** Problem to work on **
Write out each line of the entries exactly, starting at the first and finishing with the line that contains "middle pip: (433, 251)".
___ Material provided ___
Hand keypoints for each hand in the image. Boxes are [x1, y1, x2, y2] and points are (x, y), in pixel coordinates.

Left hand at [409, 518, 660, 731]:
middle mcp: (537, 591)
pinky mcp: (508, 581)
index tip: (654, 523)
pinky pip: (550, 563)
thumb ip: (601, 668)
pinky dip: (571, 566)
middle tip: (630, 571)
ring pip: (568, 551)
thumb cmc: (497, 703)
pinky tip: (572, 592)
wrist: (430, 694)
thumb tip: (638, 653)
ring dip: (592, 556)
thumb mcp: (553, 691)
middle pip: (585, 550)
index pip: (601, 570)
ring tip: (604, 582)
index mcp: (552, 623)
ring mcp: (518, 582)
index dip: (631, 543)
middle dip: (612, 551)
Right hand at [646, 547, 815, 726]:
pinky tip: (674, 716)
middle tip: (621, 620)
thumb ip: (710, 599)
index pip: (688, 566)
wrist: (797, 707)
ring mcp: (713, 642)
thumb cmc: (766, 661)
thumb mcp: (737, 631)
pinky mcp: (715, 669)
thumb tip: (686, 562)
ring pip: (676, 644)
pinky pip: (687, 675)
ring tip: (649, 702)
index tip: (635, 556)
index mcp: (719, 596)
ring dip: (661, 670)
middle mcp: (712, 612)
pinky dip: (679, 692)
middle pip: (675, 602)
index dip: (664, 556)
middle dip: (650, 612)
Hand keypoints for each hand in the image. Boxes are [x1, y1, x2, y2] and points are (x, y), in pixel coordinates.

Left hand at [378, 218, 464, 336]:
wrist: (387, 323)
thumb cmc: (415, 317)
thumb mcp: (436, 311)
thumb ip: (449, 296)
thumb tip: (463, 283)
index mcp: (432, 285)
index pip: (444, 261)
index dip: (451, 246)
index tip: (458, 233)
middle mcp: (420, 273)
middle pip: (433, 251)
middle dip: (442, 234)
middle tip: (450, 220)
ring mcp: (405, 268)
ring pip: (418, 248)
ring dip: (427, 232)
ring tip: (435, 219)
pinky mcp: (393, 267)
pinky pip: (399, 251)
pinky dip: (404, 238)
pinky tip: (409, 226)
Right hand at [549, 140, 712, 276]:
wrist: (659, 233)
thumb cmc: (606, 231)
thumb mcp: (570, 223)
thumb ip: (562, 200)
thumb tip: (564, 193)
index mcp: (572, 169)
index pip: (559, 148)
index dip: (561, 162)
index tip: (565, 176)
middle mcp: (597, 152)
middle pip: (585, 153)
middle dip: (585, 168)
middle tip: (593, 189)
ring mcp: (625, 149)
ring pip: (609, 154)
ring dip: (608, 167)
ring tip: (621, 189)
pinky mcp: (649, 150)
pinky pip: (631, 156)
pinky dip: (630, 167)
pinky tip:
___
** Exercise answer **
Hand keypoints for each hand in the image. Boxes are [x1, y1, x2, y2] and points are (x, y), in pixel coordinates.

Left hand at [409, 518, 660, 731]:
middle mcp: (537, 591)
pinky mcp: (508, 581)
index tip: (654, 523)
pinky pip: (550, 563)
thumb ip: (601, 668)
pinky dip: (571, 566)
middle tip: (630, 571)
ring pip: (568, 551)
thumb cmc: (497, 703)
pinky tip: (572, 592)
wrist: (430, 694)
thumb tip: (638, 653)
ring dip: (592, 556)
thumb mcp: (553, 691)
middle pip: (585, 550)
index pip: (601, 570)
ring tip: (604, 582)
index mcp: (552, 623)
ring mcp: (518, 582)
index dip: (631, 543)
middle dip: (612, 551)
Right hand at [646, 547, 815, 726]:
pinky tip: (674, 716)
middle tip: (621, 620)
thumb ip: (710, 599)
index pip: (688, 566)
wrist: (797, 707)
ring mcp: (713, 642)
thumb cmc: (766, 661)
thumb mcp: (737, 631)
pinky mcp: (715, 669)
thumb tip: (686, 562)
ring pip: (676, 644)
pinky pip: (687, 675)
ring tip: (649, 702)
index tip: (635, 556)
index mcp: (719, 596)
ring dip: (661, 670)
middle mcp: (712, 612)
pinky dip: (679, 692)
middle pip: (675, 602)
index dip: (664, 556)
middle dip: (650, 612)
Hand keypoints for each hand in the image. Boxes are [x1, y1, x2, y2] and points are (x, y), in pixel coordinates.

Left hand at [378, 218, 464, 336]:
wrist: (387, 323)
thumb cmc: (415, 317)
thumb mcp: (436, 311)
thumb ip: (449, 296)
thumb tip: (463, 283)
index mcp: (432, 285)
index pip: (444, 261)
index dip: (451, 246)
index tip: (458, 233)
middle mcp: (420, 273)
middle pip: (433, 251)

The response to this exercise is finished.